Взял Игнат ведро, перекрестился, к журавелю его приспособил, склонился над срубом, и зачерпнул водицы чудесной. А как ведро наверх поднял, так и вздрогнул – вода в ведре звёздами светится, будто небо само в том ведре колышется.
Припала девица к ведру, зачерпнула полную пригоршню, плеснула себе в лицо, после напилась жадно, и улыбнулась:
– Спасибо тебе, Игнат, добрый человек! Пусть тебе добро твоё стократ возвратится и пусть то, о чём ты думаешь, сбудется.
Смутился Игнат, думал-то он сейчас о красоте её девичьей, загляделся на неё.
– Ну, прощай, Игнат, пора мне.
Месяц рогатый протянул вдруг с небес свой луч и по нему, будто по лесенке, шагнула девица наверх.
– Звать-то тебя как, красавица? – опомнился Игнат, бросившись к лунной лествице.
– Варварою, – донеслось в ответ, – А завтра на ярмарку ступай…
И смолкло всё, туман развеялся, звуки появились, ожило всё кругом, как и не было ничего.
– Вот же ж морок, – тряхнул головою Игнат, и зашагал скорее прочь.
Ничего не понял он, зачем ему на ярмарку – завтра в поле ему надобно, со всеми на работу.

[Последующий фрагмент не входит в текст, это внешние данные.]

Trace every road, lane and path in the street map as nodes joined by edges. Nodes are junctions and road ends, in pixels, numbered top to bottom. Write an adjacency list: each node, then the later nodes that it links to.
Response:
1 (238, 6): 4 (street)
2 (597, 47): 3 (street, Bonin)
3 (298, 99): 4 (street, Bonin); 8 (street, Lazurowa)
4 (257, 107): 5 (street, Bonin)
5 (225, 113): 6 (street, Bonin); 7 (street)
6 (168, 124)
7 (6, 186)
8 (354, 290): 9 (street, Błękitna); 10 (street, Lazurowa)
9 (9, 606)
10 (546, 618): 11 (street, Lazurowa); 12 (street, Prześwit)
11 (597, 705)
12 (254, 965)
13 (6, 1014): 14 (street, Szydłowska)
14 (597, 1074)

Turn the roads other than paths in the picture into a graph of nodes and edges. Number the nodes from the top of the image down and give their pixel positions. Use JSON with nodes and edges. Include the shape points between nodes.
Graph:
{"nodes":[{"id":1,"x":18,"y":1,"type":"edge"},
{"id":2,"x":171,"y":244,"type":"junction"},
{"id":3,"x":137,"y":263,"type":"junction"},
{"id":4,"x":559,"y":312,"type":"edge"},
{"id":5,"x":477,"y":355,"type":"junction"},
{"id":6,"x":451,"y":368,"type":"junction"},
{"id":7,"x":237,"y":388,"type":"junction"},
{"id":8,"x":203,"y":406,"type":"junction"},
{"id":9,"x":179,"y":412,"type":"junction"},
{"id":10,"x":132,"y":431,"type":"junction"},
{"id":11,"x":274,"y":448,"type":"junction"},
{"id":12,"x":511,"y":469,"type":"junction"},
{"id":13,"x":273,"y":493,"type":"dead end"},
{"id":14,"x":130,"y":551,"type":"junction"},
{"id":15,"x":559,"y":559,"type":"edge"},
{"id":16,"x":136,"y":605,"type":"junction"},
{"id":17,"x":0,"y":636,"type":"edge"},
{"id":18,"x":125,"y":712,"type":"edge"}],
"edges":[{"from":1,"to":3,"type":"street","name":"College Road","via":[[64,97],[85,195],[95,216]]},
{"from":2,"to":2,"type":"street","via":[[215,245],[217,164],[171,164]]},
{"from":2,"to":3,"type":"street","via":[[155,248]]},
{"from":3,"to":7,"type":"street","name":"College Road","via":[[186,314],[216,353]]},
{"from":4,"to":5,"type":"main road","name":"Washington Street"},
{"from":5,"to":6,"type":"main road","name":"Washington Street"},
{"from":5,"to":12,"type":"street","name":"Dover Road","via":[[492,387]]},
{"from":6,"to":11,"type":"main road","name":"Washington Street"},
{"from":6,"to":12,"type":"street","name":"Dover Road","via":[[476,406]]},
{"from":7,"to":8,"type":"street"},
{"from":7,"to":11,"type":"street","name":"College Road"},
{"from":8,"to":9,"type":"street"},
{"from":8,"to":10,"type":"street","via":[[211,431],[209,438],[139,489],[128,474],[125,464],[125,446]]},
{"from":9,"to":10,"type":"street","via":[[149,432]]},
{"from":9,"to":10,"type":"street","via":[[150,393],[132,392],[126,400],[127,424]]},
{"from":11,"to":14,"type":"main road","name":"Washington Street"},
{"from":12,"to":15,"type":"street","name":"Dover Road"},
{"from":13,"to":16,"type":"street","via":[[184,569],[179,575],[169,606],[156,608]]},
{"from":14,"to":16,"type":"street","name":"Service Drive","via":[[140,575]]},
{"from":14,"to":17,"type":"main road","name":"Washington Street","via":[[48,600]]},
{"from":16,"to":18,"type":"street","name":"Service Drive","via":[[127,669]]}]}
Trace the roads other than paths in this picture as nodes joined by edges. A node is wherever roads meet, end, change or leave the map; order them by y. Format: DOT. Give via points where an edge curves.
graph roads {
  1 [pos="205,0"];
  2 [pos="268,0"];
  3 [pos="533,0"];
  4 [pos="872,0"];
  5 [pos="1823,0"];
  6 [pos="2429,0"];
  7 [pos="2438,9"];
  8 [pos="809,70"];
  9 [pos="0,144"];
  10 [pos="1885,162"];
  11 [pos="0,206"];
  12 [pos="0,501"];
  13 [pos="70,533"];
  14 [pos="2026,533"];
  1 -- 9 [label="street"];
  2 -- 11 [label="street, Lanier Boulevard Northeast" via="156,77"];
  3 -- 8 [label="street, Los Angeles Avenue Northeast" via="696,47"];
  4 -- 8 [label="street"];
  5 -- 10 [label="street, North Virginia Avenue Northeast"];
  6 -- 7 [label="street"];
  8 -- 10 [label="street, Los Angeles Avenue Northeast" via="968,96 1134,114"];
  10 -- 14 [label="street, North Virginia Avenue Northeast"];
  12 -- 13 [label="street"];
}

– А, была – не была – пойду!
***
Ярмарка в то воскресенье большая развернулась, весёлая. Погулял Игнат, да домой уж было собрался, как вдруг девчонку в толпе заприметил. И она на него, вроде как глядит, улыбается. Подошёл он к ней ближе – коса у неё до земли, лента в косе алая, сарафанчик зелёненькой. Похожа на кого-то, а на кого – не может Игнат вспомнить.

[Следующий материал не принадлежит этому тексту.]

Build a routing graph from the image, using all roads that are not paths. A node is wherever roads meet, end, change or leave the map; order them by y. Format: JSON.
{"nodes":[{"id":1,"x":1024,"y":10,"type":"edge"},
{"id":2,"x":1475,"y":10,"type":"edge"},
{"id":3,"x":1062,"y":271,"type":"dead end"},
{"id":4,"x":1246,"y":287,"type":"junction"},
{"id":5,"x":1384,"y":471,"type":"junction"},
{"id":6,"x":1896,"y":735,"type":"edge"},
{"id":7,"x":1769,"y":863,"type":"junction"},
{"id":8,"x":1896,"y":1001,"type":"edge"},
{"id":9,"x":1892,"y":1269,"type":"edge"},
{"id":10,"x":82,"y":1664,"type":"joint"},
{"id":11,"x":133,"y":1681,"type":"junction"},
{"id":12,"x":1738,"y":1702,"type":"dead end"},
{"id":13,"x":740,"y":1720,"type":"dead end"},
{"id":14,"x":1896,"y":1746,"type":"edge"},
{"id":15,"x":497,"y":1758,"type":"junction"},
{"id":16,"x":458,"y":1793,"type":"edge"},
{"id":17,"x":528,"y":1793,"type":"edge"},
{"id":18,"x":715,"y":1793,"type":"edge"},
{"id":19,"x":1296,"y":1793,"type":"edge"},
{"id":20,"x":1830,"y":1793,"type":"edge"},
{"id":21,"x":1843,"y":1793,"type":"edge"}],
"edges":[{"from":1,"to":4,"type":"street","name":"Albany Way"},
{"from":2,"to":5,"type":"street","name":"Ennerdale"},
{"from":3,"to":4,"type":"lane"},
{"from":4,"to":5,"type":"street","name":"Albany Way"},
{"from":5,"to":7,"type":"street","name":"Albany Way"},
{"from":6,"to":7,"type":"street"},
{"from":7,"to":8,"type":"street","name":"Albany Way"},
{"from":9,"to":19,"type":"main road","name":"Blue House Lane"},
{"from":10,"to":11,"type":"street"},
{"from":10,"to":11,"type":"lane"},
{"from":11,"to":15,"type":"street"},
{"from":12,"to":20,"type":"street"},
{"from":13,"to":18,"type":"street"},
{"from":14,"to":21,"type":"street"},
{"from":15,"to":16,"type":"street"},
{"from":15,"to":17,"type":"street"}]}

– Пойдём на карусель? – предложил он девушке.
– А и пойдём, – отвечает та.
Весело им вдвоём, ровно сто лет знакомые, нагулялись вволю, по домам пора.
– Откуда же ты будешь-то, красавица?
– Да из Больших Ельников я, Варварой меня звать.
Вздрогнул тут Игнат, понял на кого девица похожа.
– А меня Игнатом зовут, – улыбнулся он в ответ, – Может, в следующее воскресенье снова тут увидимся?
– Увидимся, коли тятя на ярмарку поедет, – кивнула Варвара.
– Ну, до встречи.
– До встречи.
Так и пролетело лето красное… А по осени посватался наш Игнат к Варварушке. На Покрова и свадьбу сыграли. А на другую весну поставил Игнат новый сруб и журавель у заброшенного колодца, людям правду рассказал, и стали люди к колодцу ходить, да воду пить. И от воды той немощные выздоравливали, ссорящиеся примирялись, некрасивые расцветали, а злые добрыми становились. То ли сказка то, то ли быль это – то неведомо, много на свете чудного да неизведанного есть, кто во что верит, с тем то и случается.